Como el constructor de catedrales quisieras modelar la arcilla y la sangre, o levantar un templo todo cristal y altura, en el que la piedra se hace dócil junco, para ahondar en la memoria y dejar recuerdo. Y quizá una catedral imaginas en el sueño, vencidas las brumas de lo consciente, que pudiera ser un paraíso y otros admirasen, desde la terca realidad la pulsión que sigue haciendo mover la máquina de la vida.
En esas misteriosas arquitecturas, edificaciones del infinito sobre cimientos de nostalgia y piedras preciosas, vela con la intensidad del náufrago que abrazado a un madero no quiere desfallecer ante la proximidad del día, la esperanza de perdurar, tal vez en las venas del que sería tu vástago, y dejase flores de recuerdo para templar el mármol y la soledad, en la larga noche de los cementerios.

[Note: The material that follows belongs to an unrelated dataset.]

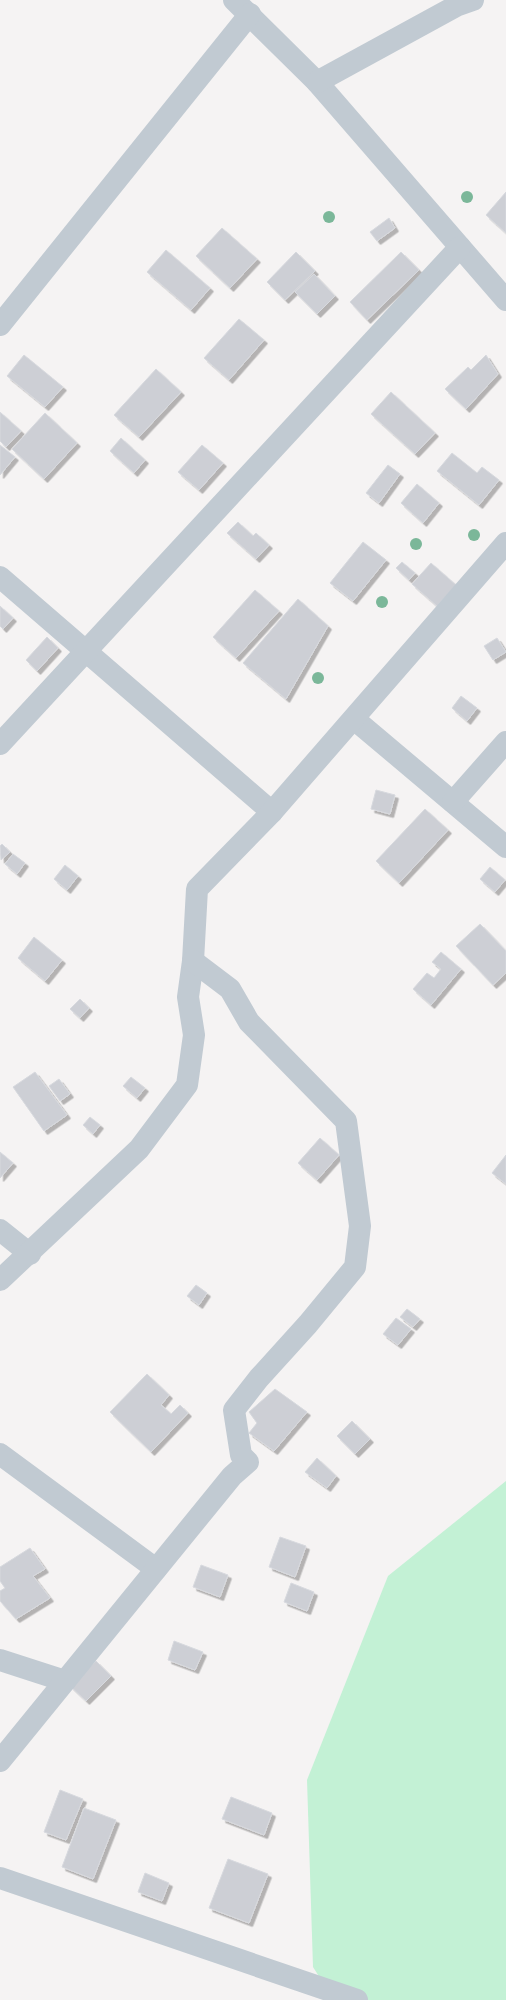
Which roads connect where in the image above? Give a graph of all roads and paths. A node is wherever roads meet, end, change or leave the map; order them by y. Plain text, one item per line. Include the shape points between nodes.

Crear. Así suena de rotundo el verbo, como si sólo fuese la palabra. Crear para vivir, y saber que el cierzo no incuba sus negros huevos cuando tus manos modelan o imaginas. Ese es el sueño, y acaso la condena, pues no sabemos si las ascuas que nos abrasan la mirada, son el último resplandor o solo el comienzo. Deja pasar el agua, que tampoco conoce su camino y está sola. Hay senderos, oasis, dédalos de la imaginación en los que hundir la fiebre. Y así contemplarás, en el abismo que media entre la lucidez y la locura, el nombre del arte y la desolación.